By Michelle Duffy
As a parent, these are two frightening words conjuring up images of children alone and lost. In reality, a child traveling on his or her own is so common that most airlines have programs to support this service.
I have considered using this option a number of times to allow my kids to spend more time with extended family – particularly during the long summer school holidays – but I’ve always managed to find a reason to avoid such a choice. Until this year.
My children are asking when they’re going to see their grandparents next but it’s very unlikely that the whole family will be able to take a trip to Ireland or anywhere else in Europe this summer.
Why am I nervous at the prospect of putting my children on an international flight without a parent? Well, let’s see, they could totally misbehave on the flight…they might start fighting with each other…they may forget to eat on the flight…I know they won’t sleep…they might lose their passports…the person who’s meeting them at the other end might forget to pick them up… As you can see, plenty of fodder for a healthy set of mom-nightmares.
Practically, though, it’s unlikely that any of those things will happen. And the experience of traveling alone is an excellent opportunity for my boys to assert their independence and step up to increased responsibility. I suspect they will pass this “maturity test” with flying colors. So, this summer they will travel from Seattle to Dublin (via Heathrow!) without Mom or Dad.
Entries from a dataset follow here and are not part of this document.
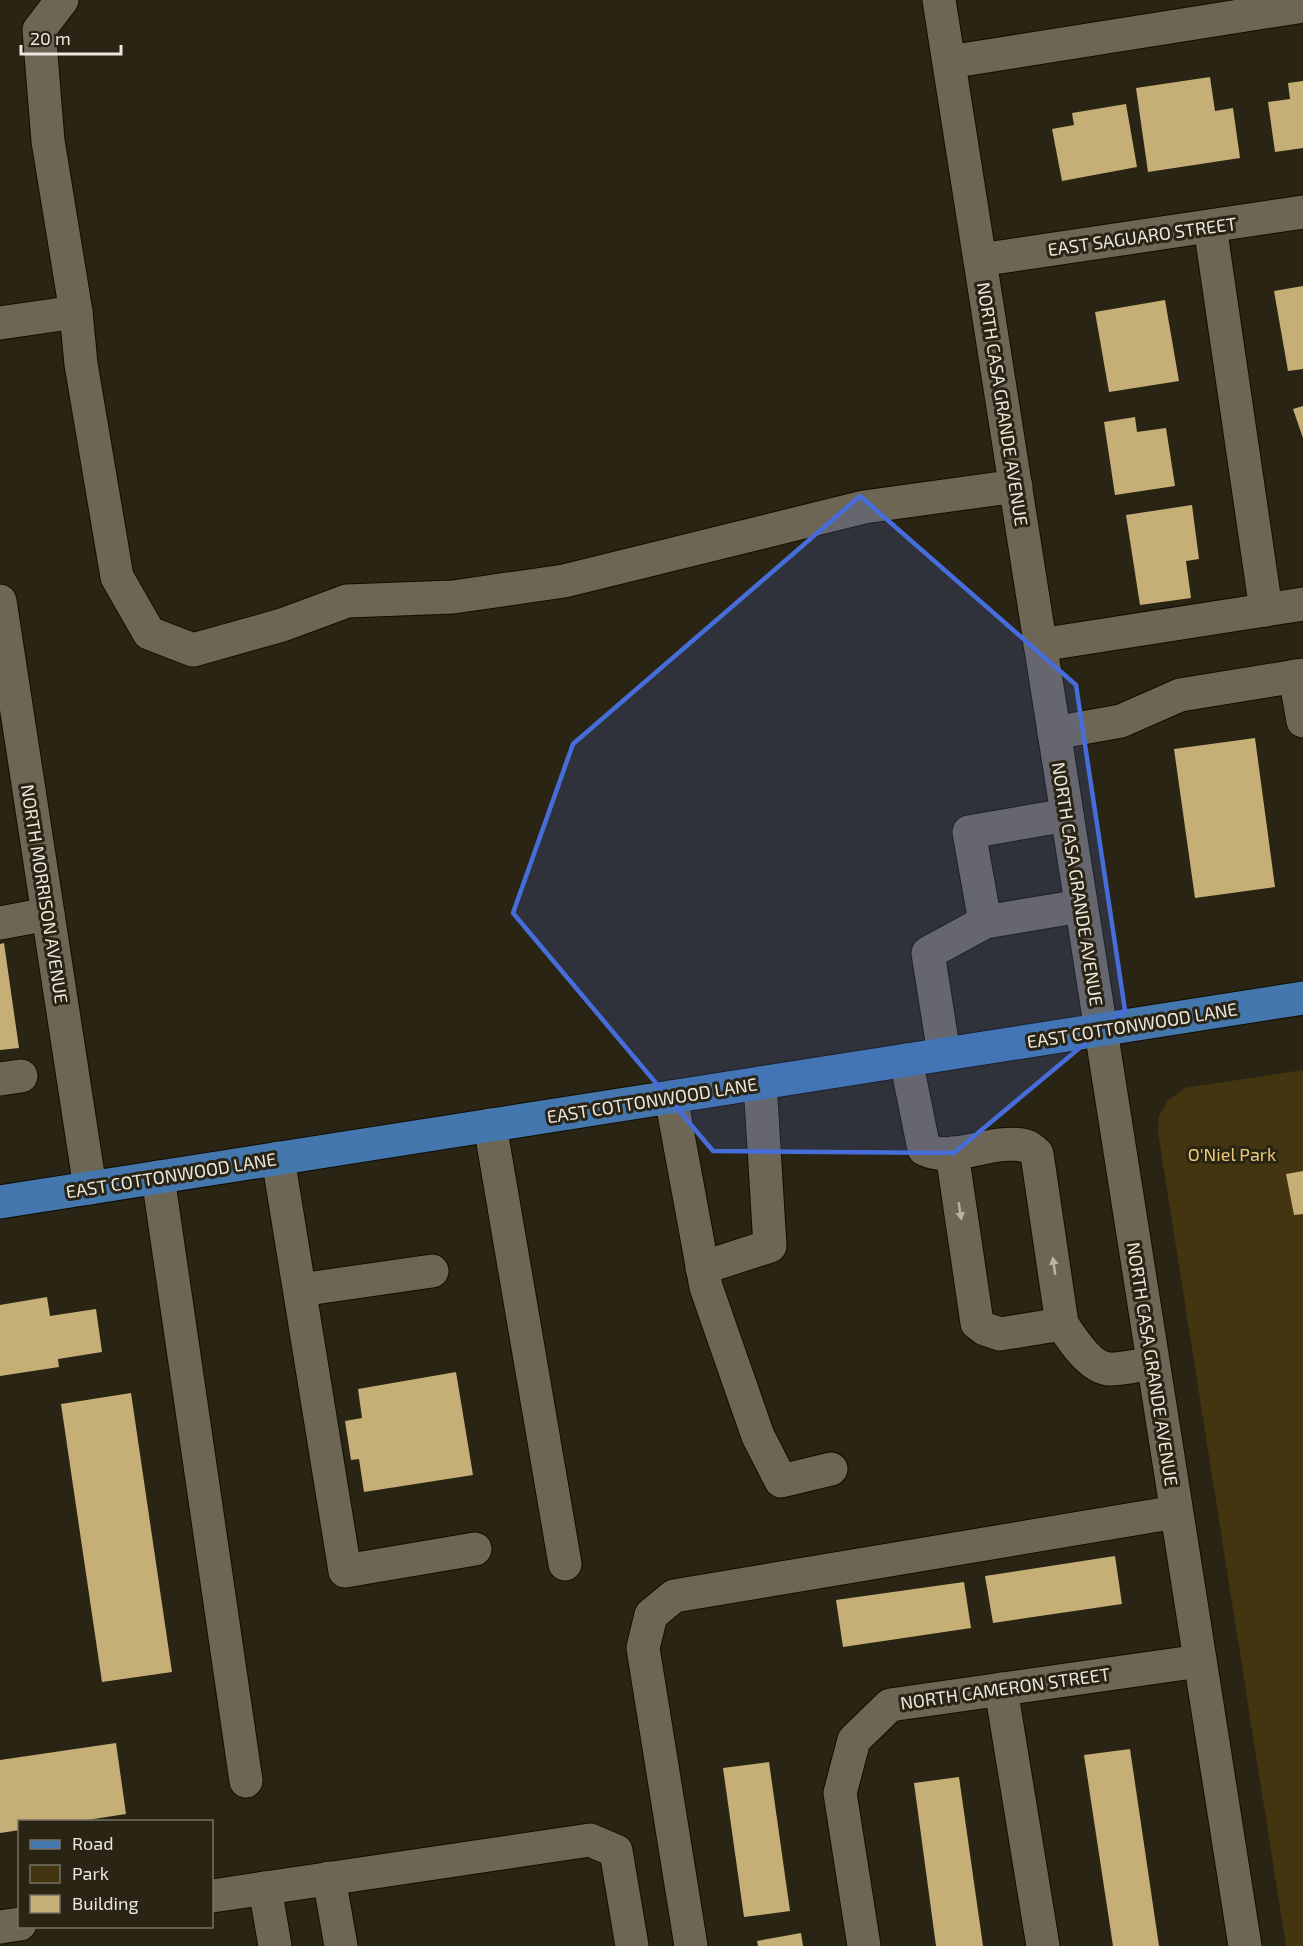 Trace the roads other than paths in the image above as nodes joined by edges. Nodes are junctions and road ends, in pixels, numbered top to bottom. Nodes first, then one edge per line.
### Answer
1 (62, 0) edge
2 (939, 0) edge
3 (1303, 6) edge
4 (949, 62) junction
5 (1303, 212) edge
6 (1209, 226) junction
7 (980, 260) junction
8 (76, 312) junction
9 (0, 323) edge
10 (1016, 486) junction
11 (0, 601) edge
12 (1303, 604) edge
13 (1266, 609) junction
14 (1040, 645) junction
15 (1299, 676) edge
16 (1303, 721) edge
17 (1054, 733) junction
18 (1067, 815) junction
19 (1081, 906) junction
20 (48, 914) junction
21 (985, 922) junction
22 (0, 923) edge
23 (1303, 998) edge
24 (1101, 1030) junction
25 (944, 1054) junction
26 (906, 1060) junction
27 (760, 1083) junction
28 (671, 1097) junction
29 (490, 1125) junction
30 (952, 1153) junction
31 (278, 1158) junction
32 (158, 1177) junction
33 (90, 1188) junction
34 (0, 1202) edge
35 (702, 1268) junction
36 (432, 1271) dead end
37 (300, 1290) junction
38 (1062, 1324) junction
39 (1153, 1363) junction
40 (831, 1469) dead end
41 (1176, 1512) junction
42 (475, 1549) dead end
43 (565, 1564) dead end
44 (1200, 1661) junction
45 (1001, 1689) junction
46 (246, 1781) dead end
47 (329, 1878) junction
48 (265, 1888) junction
49 (213, 1896) edge
50 (18, 1924) edge
51 (0, 1927) edge
52 (275, 1946) edge
53 (341, 1946) edge
54 (632, 1946) edge
55 (691, 1946) edge
56 (864, 1946) edge
57 (1042, 1946) edge
58 (1245, 1946) edge

1 - 8 street
2 - 4 street, NORTH CASA GRANDE AVENUE
3 - 4 street
4 - 7 street, NORTH CASA GRANDE AVENUE
5 - 6 street, EAST SAGUARO STREET
6 - 7 street, EAST SAGUARO STREET
6 - 13 street
7 - 10 street, NORTH CASA GRANDE AVENUE
8 - 9 street
8 - 10 street
10 - 14 street, NORTH CASA GRANDE AVENUE
11 - 20 street, NORTH MORRISON AVENUE
12 - 13 street
13 - 14 street
14 - 17 street, NORTH CASA GRANDE AVENUE
15 - 16 street
15 - 17 street
17 - 18 street, NORTH CASA GRANDE AVENUE
18 - 19 street, NORTH CASA GRANDE AVENUE
18 - 21 street
19 - 21 street
19 - 24 street, NORTH CASA GRANDE AVENUE
20 - 22 street
20 - 33 street, NORTH MORRISON AVENUE
21 - 25 street
23 - 24 main road, EAST COTTONWOOD LANE
24 - 25 main road, EAST COTTONWOOD LANE
24 - 39 street, NORTH CASA GRANDE AVENUE
25 - 26 main road, EAST COTTONWOOD LANE
26 - 27 main road, EAST COTTONWOOD LANE
26 - 30 street
27 - 28 main road, EAST COTTONWOOD LANE
27 - 35 street
28 - 29 main road, EAST COTTONWOOD LANE
28 - 35 street
29 - 31 main road, EAST COTTONWOOD LANE
29 - 43 street
30 -> 38 street
38 -> 30 street
31 - 32 main road, EAST COTTONWOOD LANE
31 - 37 street
32 - 33 main road, EAST COTTONWOOD LANE
32 - 46 street
33 - 34 main road, EAST COTTONWOOD LANE
35 - 40 street
36 - 37 street
37 - 42 street
38 - 39 street
39 - 41 street, NORTH CASA GRANDE AVENUE
41 - 44 street, NORTH CASA GRANDE AVENUE
41 - 55 street
44 - 45 street, NORTH CAMERON STREET
44 - 58 street, NORTH CASA GRANDE AVENUE
45 - 56 street, NORTH CAMERON STREET
45 - 57 street
47 - 48 street
47 - 53 street
47 - 54 street
48 - 49 street
48 - 52 street
50 - 51 street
Most airlines offer some form of escort/safety service for unaccompanied child travelers between the ages of five and fifteen. Usually, there is an additional fee (between $50 and $120) levied per child. Many airlines require that the child’s flight reservation is made with a travel agent or directly with the airline. Airlines also collect detailed information about the person who will meet the child at the destination.
Airline programs differ with regard to the specific age limits for traveling as an unaccompanied minor both domestically and internationally; management of connecting flights; taking red-eye flights; and cooperation with codeshare or partner airlines.
I’ve included links to the specific details for a few major carriers below for comparison purposes. I’m reluctant to
summarize this information for you since – as with anything else related to flying – the rules are likely to change over time.
If you’re considering having your children fly alone, check with your airline for their specific rules. I’ve found that searching on the phrases “unaccompanied minor” or “children traveling alone” on the airline’s website is the most efficient way to find this information.
Meanwhile, I’m going to go back to coordinating this one trip with a half-dozen relatives (and their respective work and vacation schedules) to ensure that my boys are safe and well cared for through lay-overs and that their grandparents have help and support if needed. And I’m worrying. Probably needlessly, I know. But I have a feeling I’ll be dwelling on this, oh, until maybe Labor Day – when my kids are safely back in Seattle!